# Building a Vinyl Classical Collection



## WVdave (Jun 18, 2017)

I'm relatively new to collecting classical vinyl -- I've been gathering some stuff over the last few months and have put together a small collection of about 200 records or so. 

Wondering, if there a good guide to find out what the best collectable classical records are and what they are worth? I'm not looking to trade or sell any of my stuff, but I would like to know if any of it is valuable. 

I've been trying to stay with the major labels and artists, but could use a little help in this area.


----------



## MarkW (Feb 16, 2015)

You either collect a performance because you like it, and appreciate the sound of vinyl -- or you assemble "collectibles" in hermetically sealed plastic envelopes like comic book or baseball card collectors do, which doesn't really require any sense of or appreciation for music. If the latter, I'm sure there are lists of desirables you can find online.


----------



## eugeneonagain (May 14, 2017)

I'm still perturbed by 200 records being a 'small' collection. I only have 175 CDs and half of those I've had for around 25 years! I still have kept some vinyl records, but it only amounts 30 including a copy of Switched on Bach tiphat.


----------



## realdealblues (Mar 3, 2010)

I still have several thousand albums on Vinyl but I've never looked up a price to see if they are worth anything. I only listen to them.

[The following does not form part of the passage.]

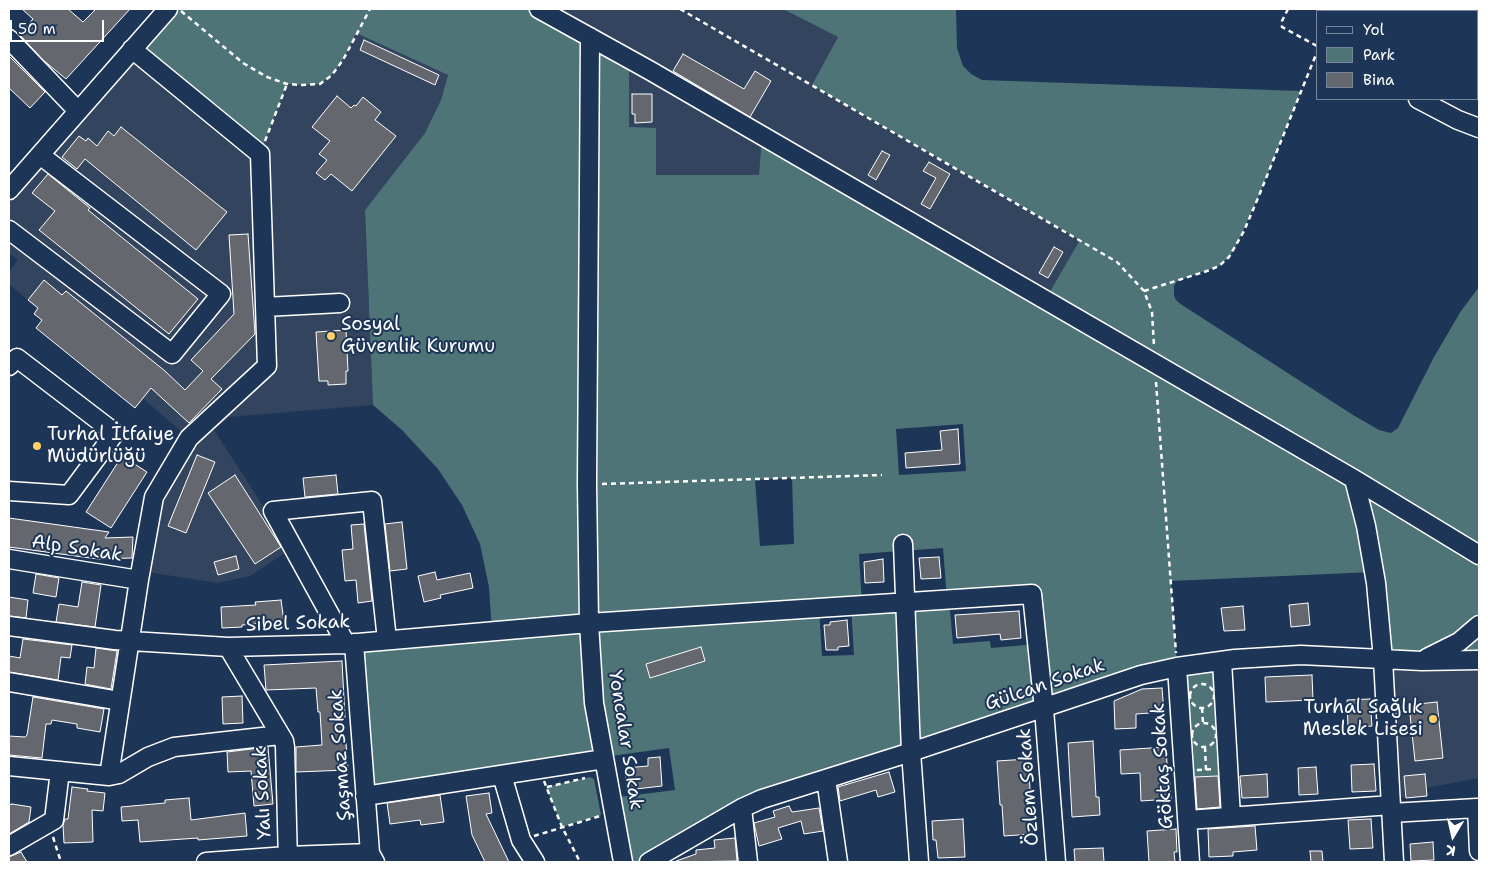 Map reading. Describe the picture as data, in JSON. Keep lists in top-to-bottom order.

I do however have a friend who exclusively sells Vinyl for a living and he's never mentioned any Classical albums being worth a great deal of money to me. He's sold lots of records for hundreds of dollars and a few for thousands of dollars. Those have all been rare pressings of either a big pop band like The Beatles or rare independent label releases for like Punk or Rockabilly or Metal music. That's where most of the money is at from what he has said. From my understanding a mass produced album from DG or EMI or Columbia isn't going to be worth much unless it's new and sealed in the plastic.


----------



## Simon Moon (Oct 10, 2013)

The website https://www.popsike.com/ is a pretty good guide as to what vinyl is worth.

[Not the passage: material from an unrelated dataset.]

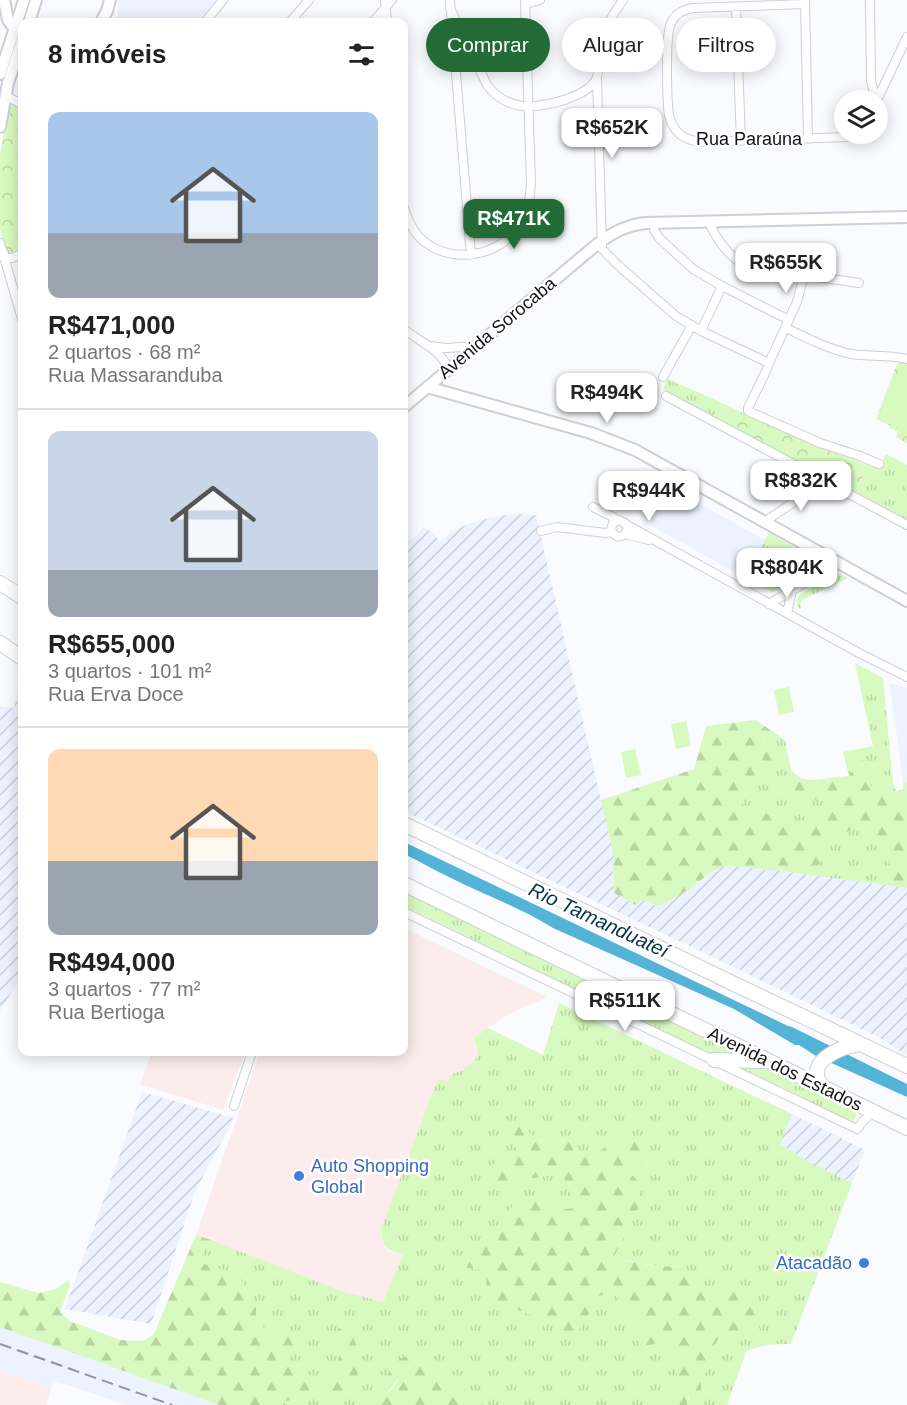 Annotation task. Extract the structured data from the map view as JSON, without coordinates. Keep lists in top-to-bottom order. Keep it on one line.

I use them often. But don't expect to see high $$$ for classical recordings.

I own about 1500 records, and a couple of thousand CDs. A combination of jazz, prog-rock, and classical.


----------



## mbhaub (Dec 2, 2016)

I have a lot of vinyl is mint to near-mint condition that I can't bring myself to throw out. Someone has to appreciate it, right? There are some treasures in fine pressings. Alas, if I don't get rid of them in a yard sale or give them to Goodwill, the kids will put them in the landfill. Any takers?


----------



## Simon Moon (Oct 10, 2013)

mbhaub said:


> I have a lot of vinyl is mint to near-mint condition that I can't bring myself to throw out. Someone has to appreciate it, right? There are some treasures in fine pressings. Alas, if I don't get rid of them in a yard sale or give them to Goodwill, the kids will put them in the landfill. Any takers?

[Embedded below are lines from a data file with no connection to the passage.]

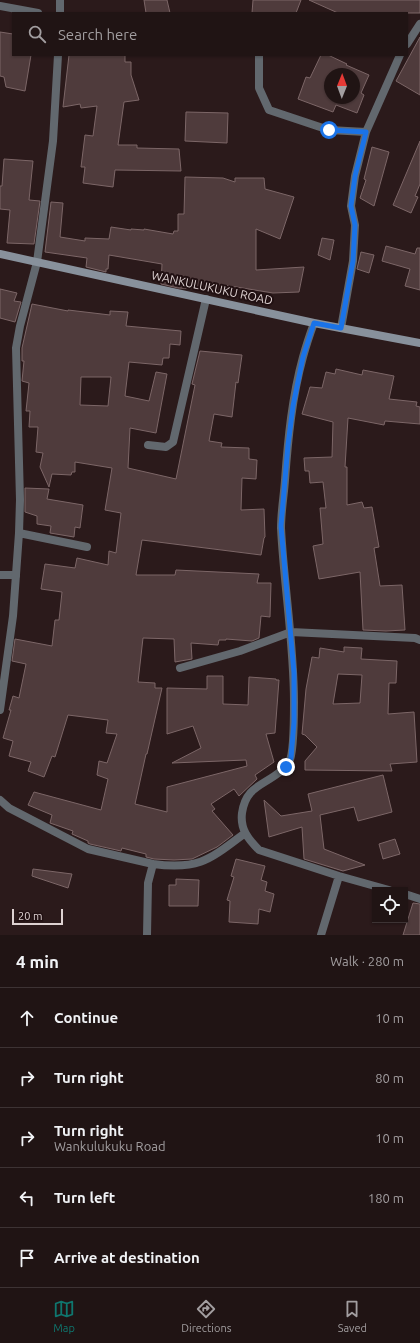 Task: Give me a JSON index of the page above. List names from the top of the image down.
{
  "streets": {
    "main road": ["WANKULUKUKU ROAD"]
  },
  "scale_bar": "20 m",
  "north": "top",
  "page": {
    "search": "Search here",
    "scale": "20 m",
    "heading": ["4 min", "Walk · 280 m"],
    "list": [
      ["Continue", "10 m"],
      ["Turn right", "80 m"],
      ["Turn right", "Wankulukuku Road", "10 m"],
      ["Turn left", "180 m"],
      "Arrive at destination"
    ],
    "nav": ["Map", "Directions", "Saved"]
  }
}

Where do you live? I may be interested!

There are plenty of brick and mortar record stores in most decently large cities all over the world. The number has grown in the last 5 years, since the "vinyl resurgence".


----------



## eugeneonagain (May 14, 2017)

I got shot of a lot of CDs over the last 4 of 5 years. Mostly the budget buys, because I replaced them with purely digital files. I can link these to my hi-fi system and the sound is great. 
The only CDs I have kept are those with either some personal value or because the works on them haven't been reissued and that the performance is particularly good. Same deal for the vinyl, though I may have foolishly sold more of those on the mistaken assumption that they would be easily replaceable on CD.

Vinyl isn't as great as people make out. It's good, but reel-to-reel tape was always better. Top-notch 1/4" tape running at the slowest rate available per second is superb. Just expensive.


----------



## Pugg (Aug 8, 2014)

> Wondering, if there a good guide to find out what the best collectable classical records are and what they are worth? I'm not looking to trade or sell any of my stuff, but I would like to know if any of it is valuable.


The good guide are your ears, nothing else, I buy a lot from my local second hand shop and if I like the music it's a pre if not I swap them for something else.


----------



## Casebearer (Jan 19, 2016)

A good guide to check on the actual prices in the market for records in general (not specifically for collectables) is Discogs. I use it to get a general idea of what my vinyl is worth for insurance purposes and for those I don't like and would be happy to sell. For actually selling something I never find the time or interest.


----------



## Melvin (Mar 25, 2011)

Check out estate sales in the rich part of town. A lot of the old classical vinyl generation are croaking; go get their stuff. The schmucks who run the estate sales in the big GP houses sell off clasical vinyl for 1$ a piece. I've been at some real grab bags; so much good stuff I'd had to pass on a lot of good things. I run into more jazz sharks than classical geeks, so there's not _too_ much competiotion. Personally I go for what-ever catches my fancy. Will snatch anything 20th Century, and anything else that looks good and I haven't heard before. If I see D.G.s I snatch them.


----------



## Triplets (Sep 4, 2014)

There used to be a label called Parnassus records, that folded a few yew years ago, but their proprietor whose name I think is Leslie Gerber, was a dealer in lps and kept some sort of catalog listing market value of used Classical lps


----------



## LP collector (Aug 6, 2016)

eugeneonagain said:


> Vinyl isn't as great as people make out. It's good, but reel-to-reel tape was always better. Top-notch 1/4" tape running at the slowest rate available per second is superb. Just expensive.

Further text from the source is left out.